Go through the listing and pick out each line with the word "paths" in it.

Record excerpts →
== Segment start ==

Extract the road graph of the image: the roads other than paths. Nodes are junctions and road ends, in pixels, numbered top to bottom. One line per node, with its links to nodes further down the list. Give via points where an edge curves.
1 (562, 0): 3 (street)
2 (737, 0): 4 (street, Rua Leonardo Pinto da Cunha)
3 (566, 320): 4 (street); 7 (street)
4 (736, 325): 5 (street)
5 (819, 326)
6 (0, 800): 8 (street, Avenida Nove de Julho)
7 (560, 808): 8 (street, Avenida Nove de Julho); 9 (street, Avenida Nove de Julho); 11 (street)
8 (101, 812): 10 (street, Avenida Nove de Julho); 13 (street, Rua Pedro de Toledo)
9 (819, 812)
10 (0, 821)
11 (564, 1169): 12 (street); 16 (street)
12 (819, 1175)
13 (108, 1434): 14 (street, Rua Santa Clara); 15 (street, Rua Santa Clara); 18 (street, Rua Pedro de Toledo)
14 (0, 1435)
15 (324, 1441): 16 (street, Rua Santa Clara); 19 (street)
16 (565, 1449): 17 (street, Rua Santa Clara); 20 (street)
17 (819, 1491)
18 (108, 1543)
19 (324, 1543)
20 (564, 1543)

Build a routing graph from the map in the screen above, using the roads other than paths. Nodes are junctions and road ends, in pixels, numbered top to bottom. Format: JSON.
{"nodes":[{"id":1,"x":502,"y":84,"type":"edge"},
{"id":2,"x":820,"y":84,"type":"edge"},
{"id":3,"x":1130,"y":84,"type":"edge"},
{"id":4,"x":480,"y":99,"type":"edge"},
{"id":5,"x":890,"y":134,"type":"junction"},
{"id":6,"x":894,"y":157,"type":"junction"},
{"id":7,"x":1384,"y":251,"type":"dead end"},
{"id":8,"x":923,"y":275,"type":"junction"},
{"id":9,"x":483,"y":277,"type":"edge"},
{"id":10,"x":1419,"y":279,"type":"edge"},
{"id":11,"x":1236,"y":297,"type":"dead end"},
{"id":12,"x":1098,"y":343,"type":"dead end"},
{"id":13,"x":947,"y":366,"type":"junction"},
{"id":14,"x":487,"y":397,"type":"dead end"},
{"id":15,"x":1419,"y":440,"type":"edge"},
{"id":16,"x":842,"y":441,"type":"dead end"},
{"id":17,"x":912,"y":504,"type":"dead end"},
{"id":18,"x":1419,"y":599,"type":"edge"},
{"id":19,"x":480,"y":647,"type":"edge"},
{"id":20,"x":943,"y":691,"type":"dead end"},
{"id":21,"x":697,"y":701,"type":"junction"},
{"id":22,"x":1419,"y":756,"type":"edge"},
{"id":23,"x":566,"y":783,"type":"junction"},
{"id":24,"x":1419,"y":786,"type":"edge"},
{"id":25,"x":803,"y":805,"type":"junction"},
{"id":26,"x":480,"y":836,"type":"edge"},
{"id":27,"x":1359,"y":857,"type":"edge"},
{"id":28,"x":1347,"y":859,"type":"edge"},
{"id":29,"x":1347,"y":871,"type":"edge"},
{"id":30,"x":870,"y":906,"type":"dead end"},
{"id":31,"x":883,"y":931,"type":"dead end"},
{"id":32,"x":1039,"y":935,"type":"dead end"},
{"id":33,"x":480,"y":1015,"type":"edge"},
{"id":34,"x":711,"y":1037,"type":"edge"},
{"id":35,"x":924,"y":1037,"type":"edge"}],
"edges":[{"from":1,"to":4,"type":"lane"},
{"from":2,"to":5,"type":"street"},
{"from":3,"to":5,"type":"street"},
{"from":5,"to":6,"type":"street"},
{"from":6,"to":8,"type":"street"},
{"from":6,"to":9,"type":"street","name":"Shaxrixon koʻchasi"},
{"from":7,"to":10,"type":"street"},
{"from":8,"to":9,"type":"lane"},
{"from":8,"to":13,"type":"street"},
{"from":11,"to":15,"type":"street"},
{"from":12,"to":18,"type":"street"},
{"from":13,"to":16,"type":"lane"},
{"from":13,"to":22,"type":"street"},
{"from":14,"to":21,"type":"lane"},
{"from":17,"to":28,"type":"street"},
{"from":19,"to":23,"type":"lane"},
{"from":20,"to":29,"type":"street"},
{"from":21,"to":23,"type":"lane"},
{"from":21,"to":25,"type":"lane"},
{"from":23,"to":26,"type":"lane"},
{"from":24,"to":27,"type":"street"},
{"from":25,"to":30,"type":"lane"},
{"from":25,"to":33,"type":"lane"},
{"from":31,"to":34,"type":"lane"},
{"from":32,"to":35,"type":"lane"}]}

== Segment end ==

Expected output →
Extract the road graph of the image: the roads other than paths. Nodes are junctions and road ends, in pixels, numbered top to bottom. One line per node, with its links to nodes further down the list. Give via points where an edge curves.
Build a routing graph from the map in the screen above, using the roads other than paths. Nodes are junctions and road ends, in pixels, numbered top to bottom. Format: JSON.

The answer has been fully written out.